GELUMPAI.ID – Stadion OL Lyon bakal menjadi saksi pertarungan besar dua klub Eropa saat Olympique Lyonnais menjamu Manchester United dalam leg pertama perempat final Liga Europa, Kamis malam waktu setempat.
Laga ini bukan sekadar soal mengejar tiket semifinal, tapi juga adu strategi, kepercayaan diri, dan tekad untuk kembali bersinar di kancah Eropa.
Pelatih Lyon, Paulo Fonseca, tidak ragu menyebut bahwa timnya siap tampil habis-habisan. Ia percaya para pemainnya punya mentalitas yang dibutuhkan untuk melangkah jauh, “Kami percaya pada diri kami sendiri, pada kemampuan kami, pada para pemain kami,” ujar Fonseca dalam sesi jumpa pers.
“Kami akan bermain untuk menang. Kepercayaan diri sedang tinggi. Saya pikir tim saya benar-benar siap.” lanjutnya.

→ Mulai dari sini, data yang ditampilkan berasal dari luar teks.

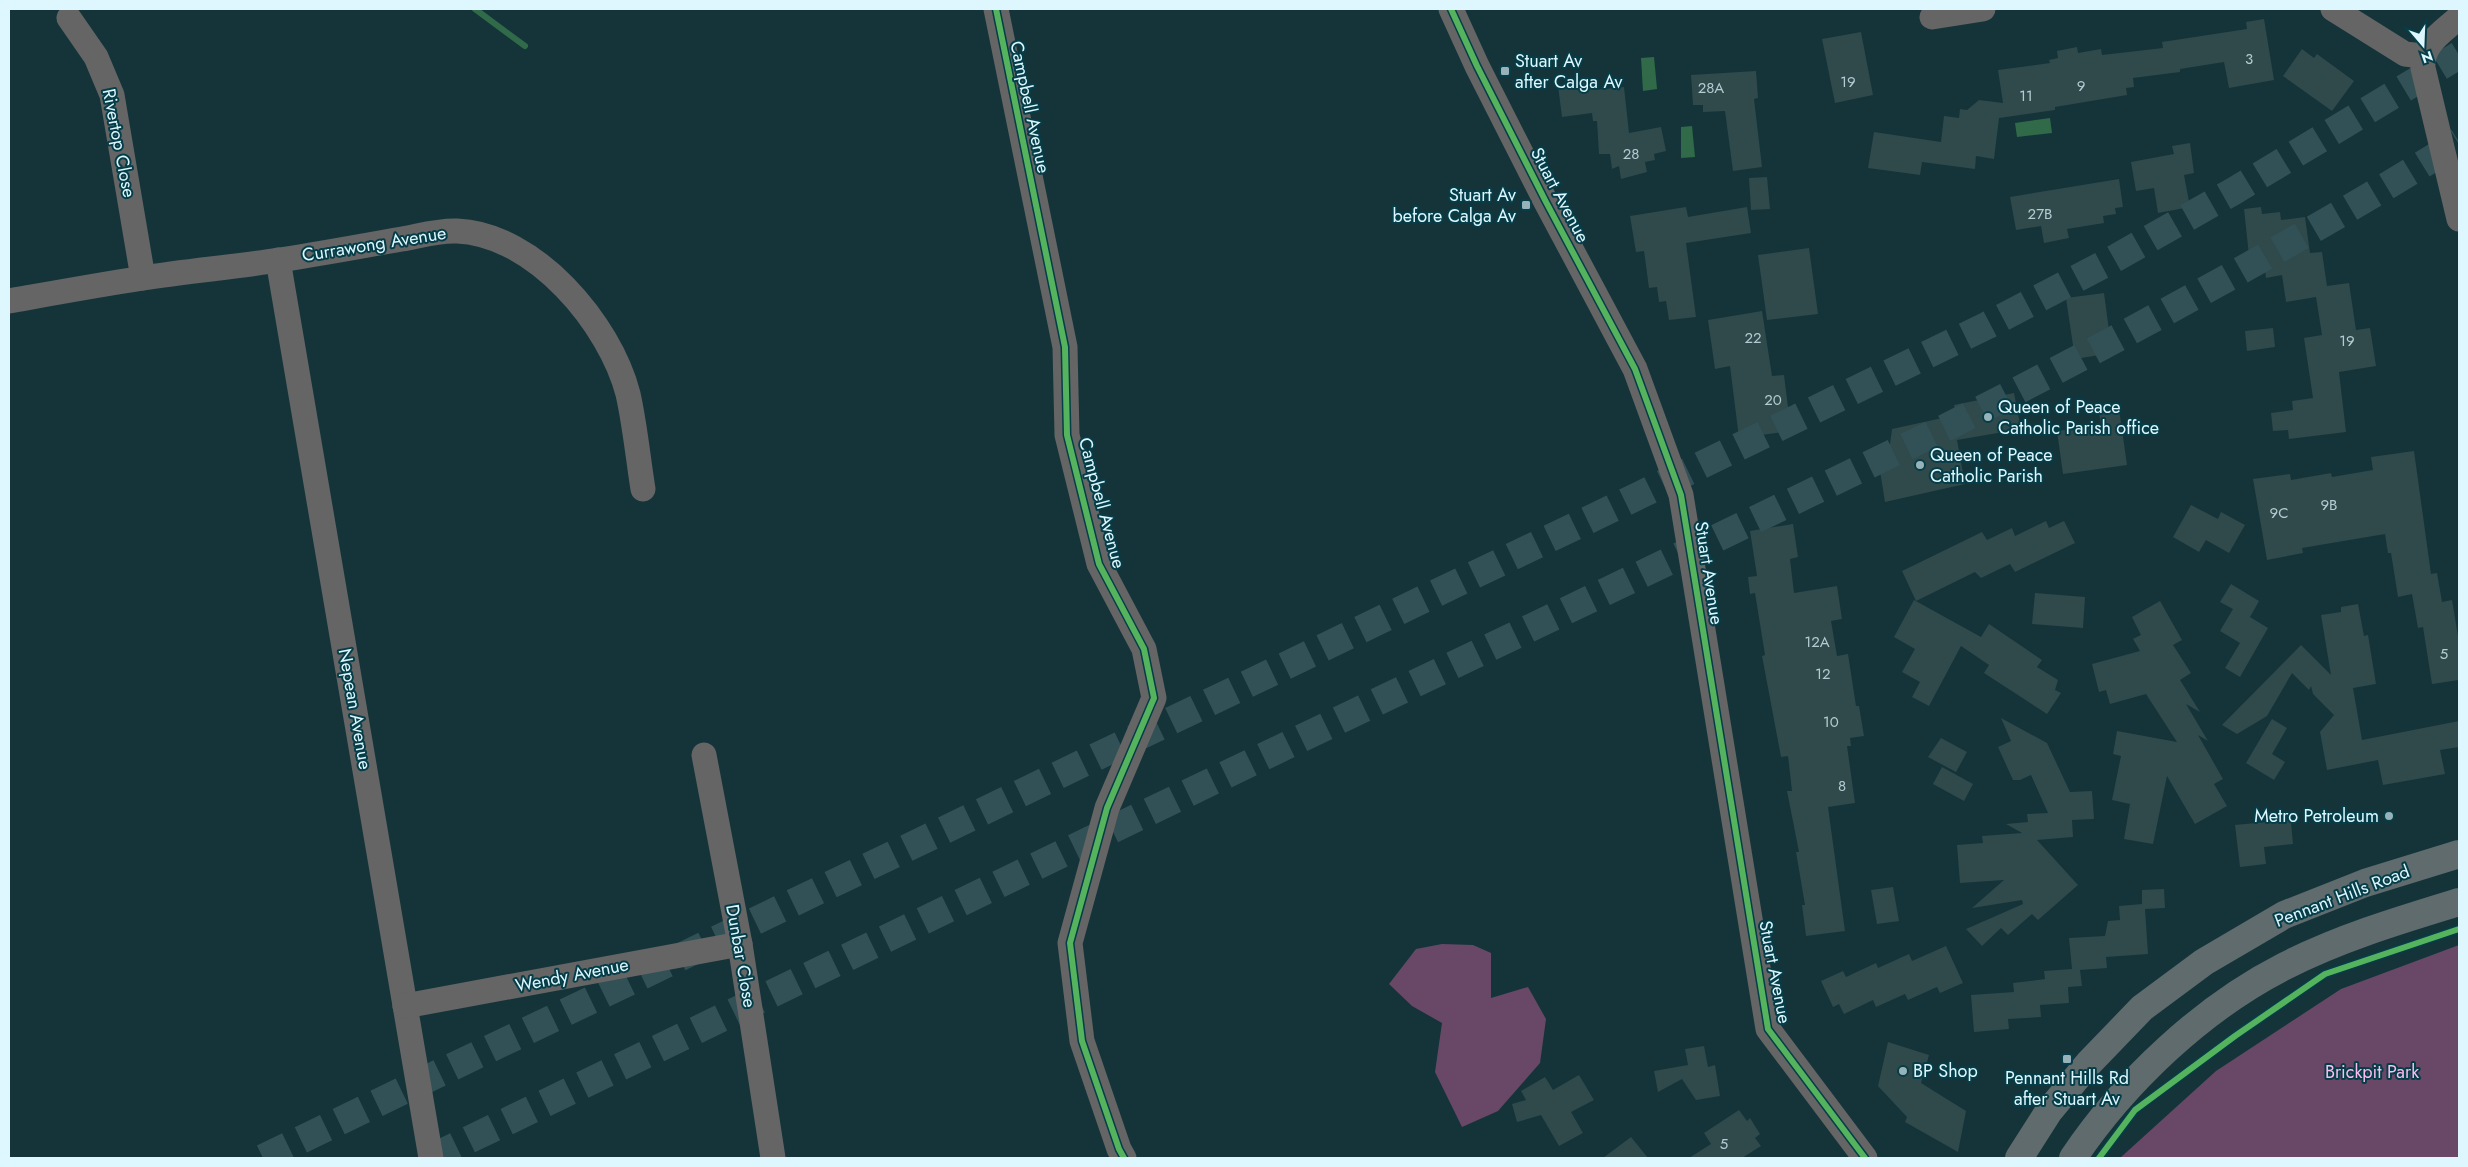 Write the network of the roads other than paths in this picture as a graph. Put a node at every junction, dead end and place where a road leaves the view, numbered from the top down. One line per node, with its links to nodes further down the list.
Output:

Dengan performa solid di lima laga terakhir—empat kemenangan dan hanya satu kekalahan—Lyon datang ke laga ini dengan momentum positif. Kehadiran sosok seperti Rayan Cherki dan Georges Mikautadze di lini depan jadi andalan tuan rumah.
Di sisi lain, manajer Manchester United Ruben Amorim menyadari bahwa timnya tak akan punya laga mudah di tanah Prancis. Ia secara khusus menyoroti perkembangan Lyon di bawah Fonseca, “Lyon lebih fisik, lebih besar, dan lebih cepat daripada Real Sociedad,” kata Amorim.
“Sejak Fonseca datang, mereka menang lebih sering, mencetak lebih banyak gol, dan kebobolan lebih sedikit. Mereka main dengan penguasaan bola yang baik—ini akan jadi tantangan berbeda bagi kami.” tambahnya.
Meski demikian, United tetap percaya diri. Bruno Fernandes dan Joshua Zirkzee bakal menjadi tumpuan tim Setan Merah dalam urusan kreativitas dan penyelesaian akhir.
Laga ini juga jadi momen spesial bagi gelandang Lyon, Nemanja Matić. Pemain berpengalaman asal Serbia itu akan bertemu mantan klubnya, Manchester United, tempat ia mencatat 189 penampilan antara tahun 2017 hingga 2022.
Dengan sejarah pertemuan yang berpihak pada United—dua kemenangan dan dua imbang dari empat laga di Liga Champions—Lyon punya alasan untuk mengejar pembuktian. Tapi dengan dukungan publik sendiri, mereka ingin menjadikan laga ini sebagai titik balik sejarah.